# RECORD SET
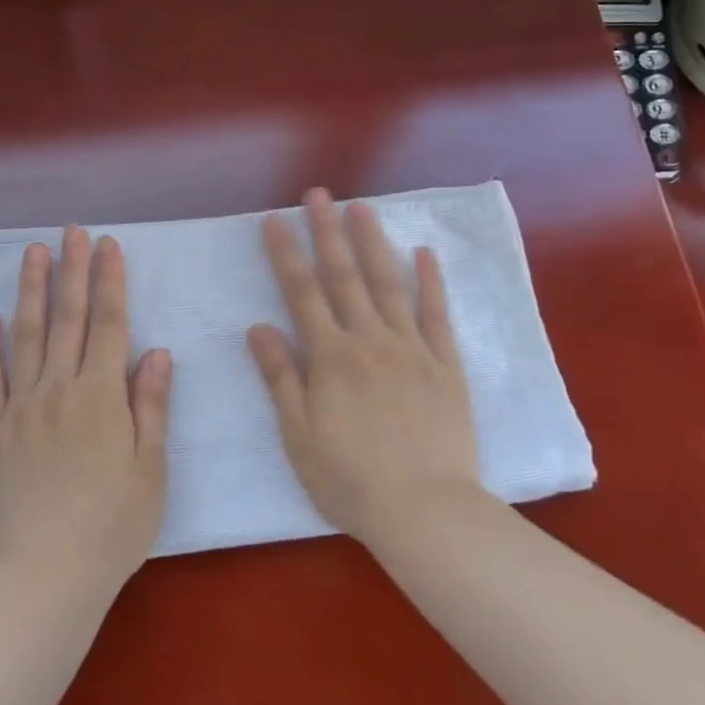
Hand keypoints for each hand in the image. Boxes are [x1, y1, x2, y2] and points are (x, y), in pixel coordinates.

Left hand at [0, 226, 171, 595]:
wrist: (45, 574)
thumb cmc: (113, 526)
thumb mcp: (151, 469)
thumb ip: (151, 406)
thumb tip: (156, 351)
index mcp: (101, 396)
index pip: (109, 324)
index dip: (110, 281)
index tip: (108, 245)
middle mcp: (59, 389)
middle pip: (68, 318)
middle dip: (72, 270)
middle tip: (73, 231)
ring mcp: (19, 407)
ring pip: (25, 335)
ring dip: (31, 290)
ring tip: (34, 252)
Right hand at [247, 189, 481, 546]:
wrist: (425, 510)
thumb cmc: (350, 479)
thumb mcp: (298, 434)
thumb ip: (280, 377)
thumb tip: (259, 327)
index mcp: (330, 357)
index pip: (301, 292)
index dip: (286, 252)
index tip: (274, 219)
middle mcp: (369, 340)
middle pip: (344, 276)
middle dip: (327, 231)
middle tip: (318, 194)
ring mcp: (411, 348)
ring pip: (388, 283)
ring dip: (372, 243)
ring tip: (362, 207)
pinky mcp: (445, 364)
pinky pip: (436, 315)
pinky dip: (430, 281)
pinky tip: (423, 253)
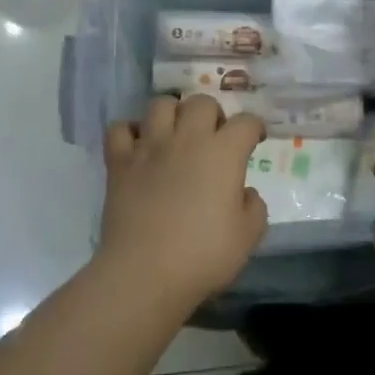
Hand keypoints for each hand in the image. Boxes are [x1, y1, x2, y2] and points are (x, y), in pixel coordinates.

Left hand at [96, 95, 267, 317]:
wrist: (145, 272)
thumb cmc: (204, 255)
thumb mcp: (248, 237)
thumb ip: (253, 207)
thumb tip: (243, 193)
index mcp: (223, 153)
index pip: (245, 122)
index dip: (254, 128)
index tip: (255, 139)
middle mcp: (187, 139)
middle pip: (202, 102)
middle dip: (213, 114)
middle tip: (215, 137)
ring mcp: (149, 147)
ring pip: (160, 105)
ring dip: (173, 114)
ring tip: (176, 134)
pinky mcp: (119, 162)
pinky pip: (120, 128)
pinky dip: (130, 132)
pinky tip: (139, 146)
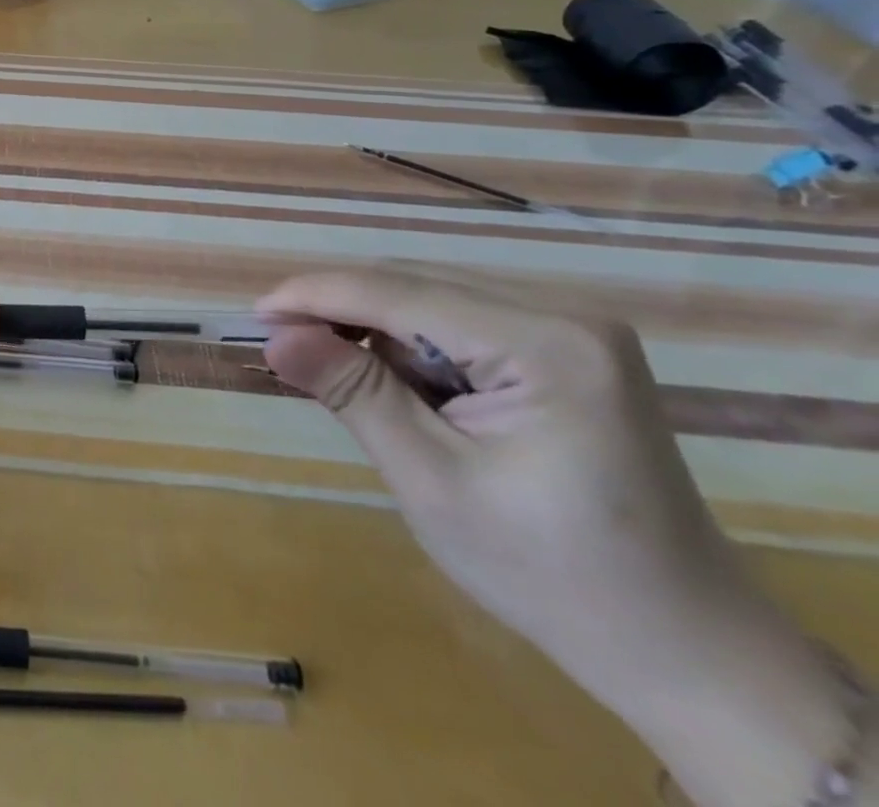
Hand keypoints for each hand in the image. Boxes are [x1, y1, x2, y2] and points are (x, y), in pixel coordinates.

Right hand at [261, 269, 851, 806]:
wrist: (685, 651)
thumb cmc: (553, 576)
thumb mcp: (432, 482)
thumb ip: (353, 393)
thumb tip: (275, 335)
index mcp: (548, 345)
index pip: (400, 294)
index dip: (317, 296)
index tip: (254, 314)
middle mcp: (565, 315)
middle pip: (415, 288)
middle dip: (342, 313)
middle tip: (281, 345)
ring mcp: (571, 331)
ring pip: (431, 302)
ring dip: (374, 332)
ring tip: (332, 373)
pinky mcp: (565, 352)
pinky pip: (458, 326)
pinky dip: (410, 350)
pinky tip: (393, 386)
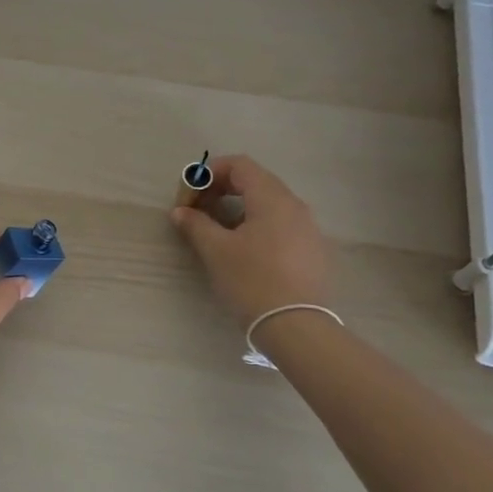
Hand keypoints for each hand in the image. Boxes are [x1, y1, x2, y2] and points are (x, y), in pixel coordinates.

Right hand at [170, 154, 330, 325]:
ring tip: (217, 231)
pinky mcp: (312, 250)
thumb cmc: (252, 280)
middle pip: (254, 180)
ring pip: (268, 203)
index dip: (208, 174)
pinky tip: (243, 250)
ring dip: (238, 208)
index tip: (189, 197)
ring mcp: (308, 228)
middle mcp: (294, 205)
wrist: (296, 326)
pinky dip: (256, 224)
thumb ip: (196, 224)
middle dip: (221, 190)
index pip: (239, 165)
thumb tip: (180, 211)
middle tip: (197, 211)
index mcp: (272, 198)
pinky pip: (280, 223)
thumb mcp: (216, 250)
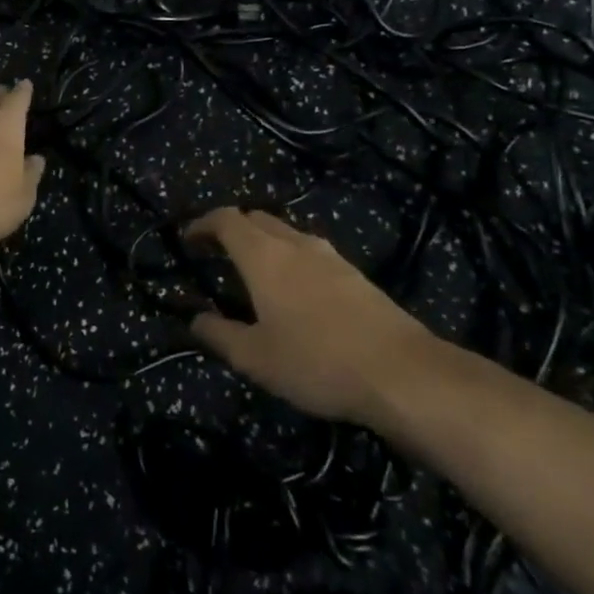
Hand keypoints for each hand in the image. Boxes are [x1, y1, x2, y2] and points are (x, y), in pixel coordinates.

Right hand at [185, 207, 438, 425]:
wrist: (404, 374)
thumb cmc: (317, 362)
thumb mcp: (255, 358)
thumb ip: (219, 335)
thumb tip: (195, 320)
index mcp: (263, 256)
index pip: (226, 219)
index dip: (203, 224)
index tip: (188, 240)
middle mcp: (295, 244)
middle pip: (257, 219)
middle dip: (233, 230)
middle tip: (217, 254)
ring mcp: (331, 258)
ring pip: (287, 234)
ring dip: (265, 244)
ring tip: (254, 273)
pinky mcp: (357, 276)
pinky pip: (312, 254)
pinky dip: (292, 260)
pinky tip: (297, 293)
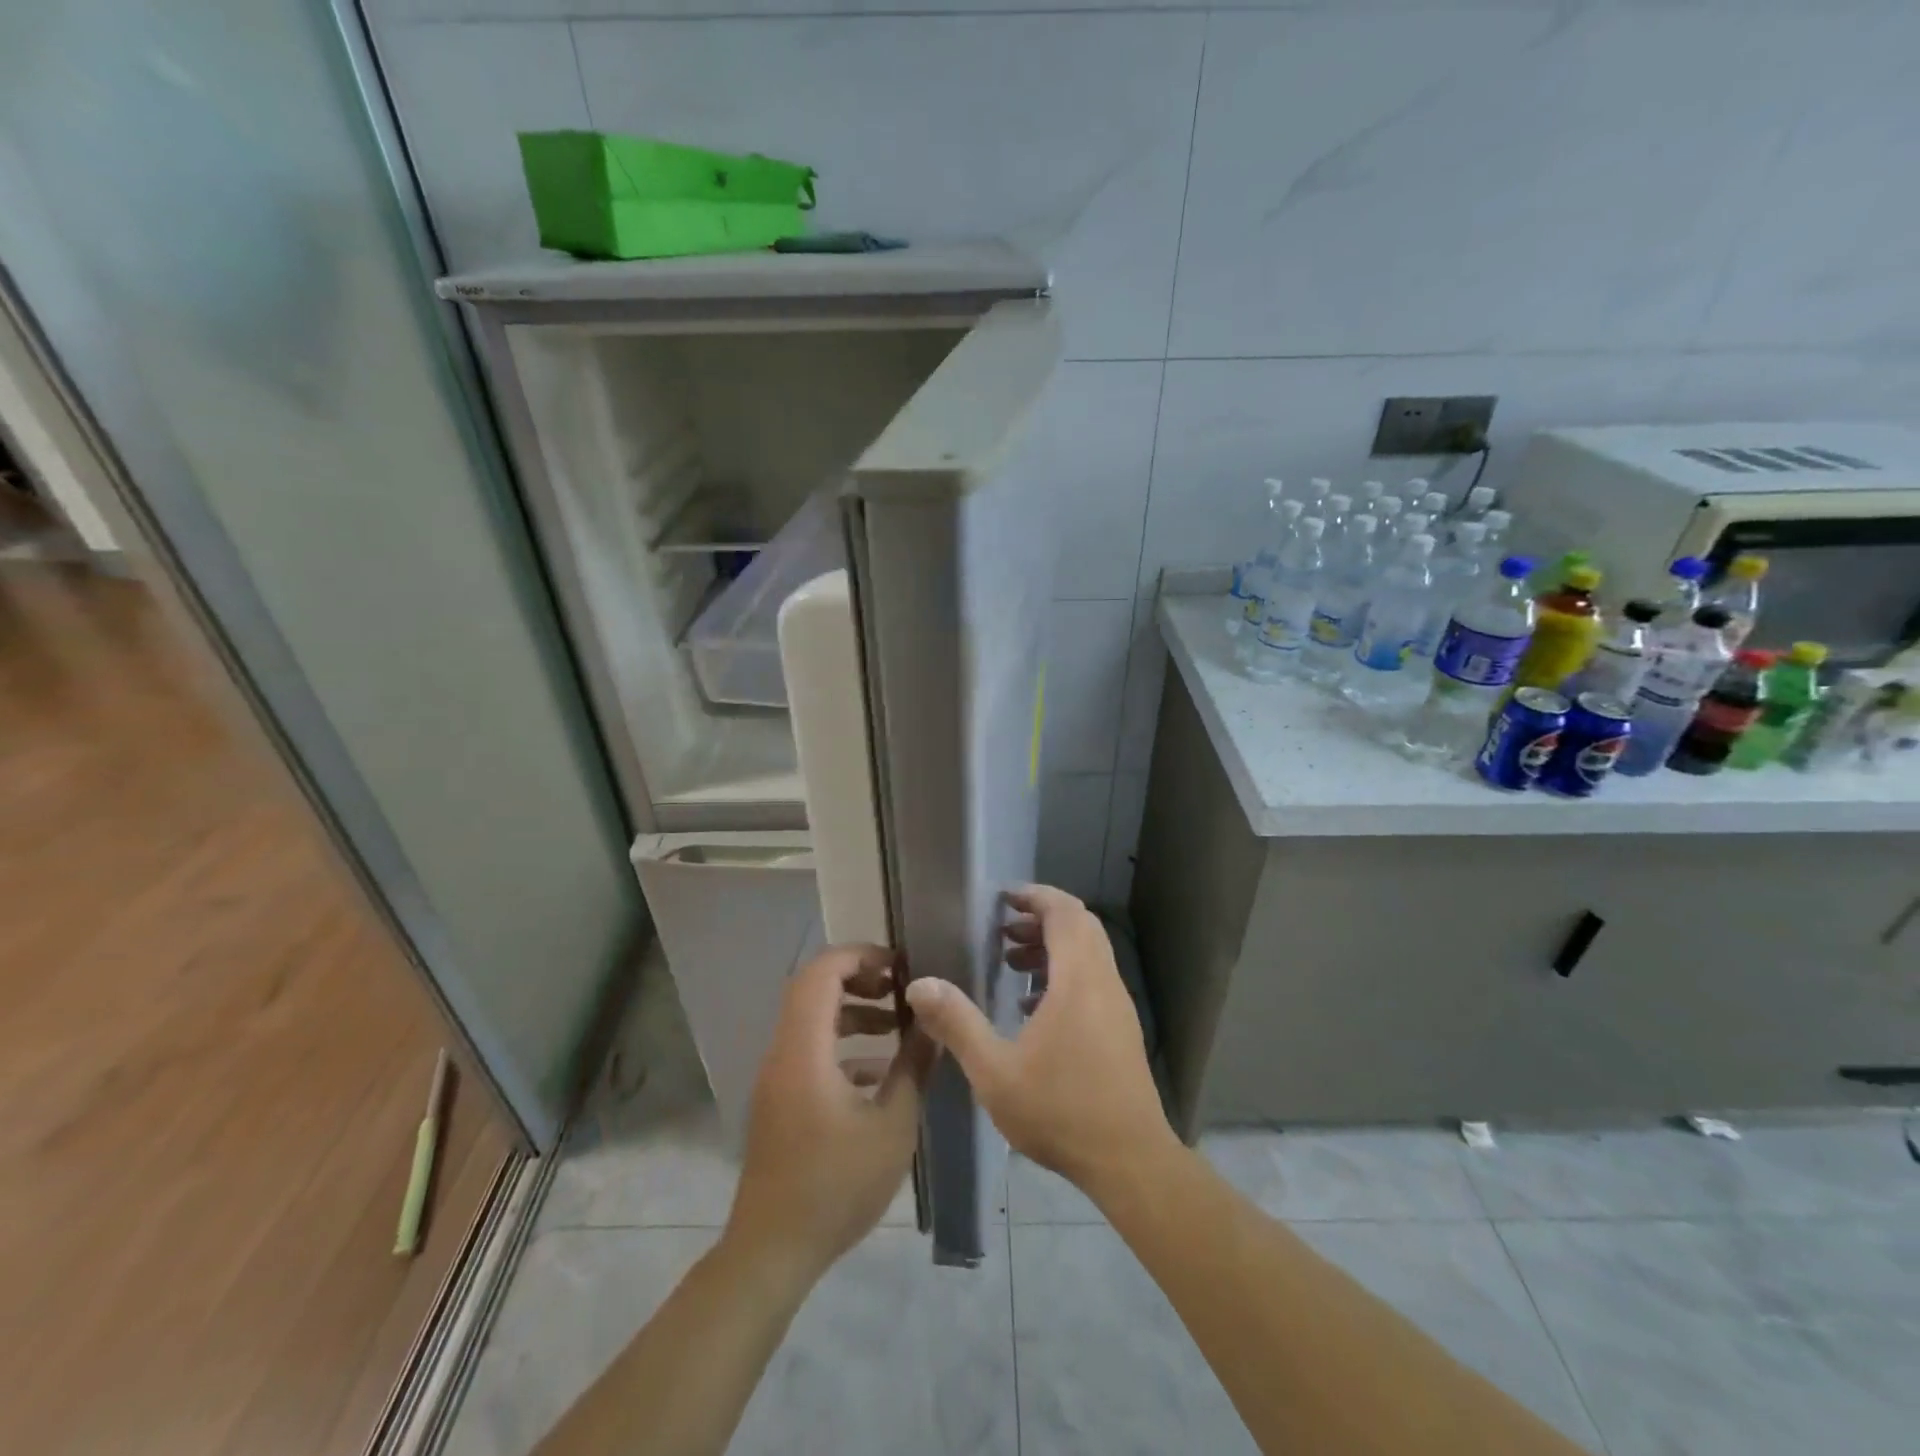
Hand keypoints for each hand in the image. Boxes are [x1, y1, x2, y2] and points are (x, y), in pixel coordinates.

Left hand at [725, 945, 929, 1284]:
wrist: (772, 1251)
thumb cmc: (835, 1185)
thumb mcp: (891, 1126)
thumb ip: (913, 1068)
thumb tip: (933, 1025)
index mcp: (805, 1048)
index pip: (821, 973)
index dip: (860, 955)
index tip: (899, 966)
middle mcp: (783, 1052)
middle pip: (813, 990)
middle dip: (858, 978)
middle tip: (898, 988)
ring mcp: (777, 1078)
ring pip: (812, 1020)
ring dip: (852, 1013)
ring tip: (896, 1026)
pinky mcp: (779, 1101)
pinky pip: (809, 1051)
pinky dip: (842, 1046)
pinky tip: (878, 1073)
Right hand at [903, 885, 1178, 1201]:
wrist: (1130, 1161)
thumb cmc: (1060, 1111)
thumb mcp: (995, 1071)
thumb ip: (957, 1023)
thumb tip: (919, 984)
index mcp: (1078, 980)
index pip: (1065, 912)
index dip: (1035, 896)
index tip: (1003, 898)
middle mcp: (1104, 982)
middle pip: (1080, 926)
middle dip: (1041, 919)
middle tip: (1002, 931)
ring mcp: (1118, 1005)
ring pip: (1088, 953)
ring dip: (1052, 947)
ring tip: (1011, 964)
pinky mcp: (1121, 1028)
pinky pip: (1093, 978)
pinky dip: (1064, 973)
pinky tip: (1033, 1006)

# WHAT TO DO
Return every line of the entries above that the string "Right" appears in.

# RESPONSE TO THIS EXERCISE
Right hand at [247, 189, 481, 546]:
Right hand at [261, 269, 851, 806]:
Right hand at [170, 154, 330, 325]:
Right hand at [185, 207, 438, 425]:
Right hand at [903, 885, 1178, 1201]:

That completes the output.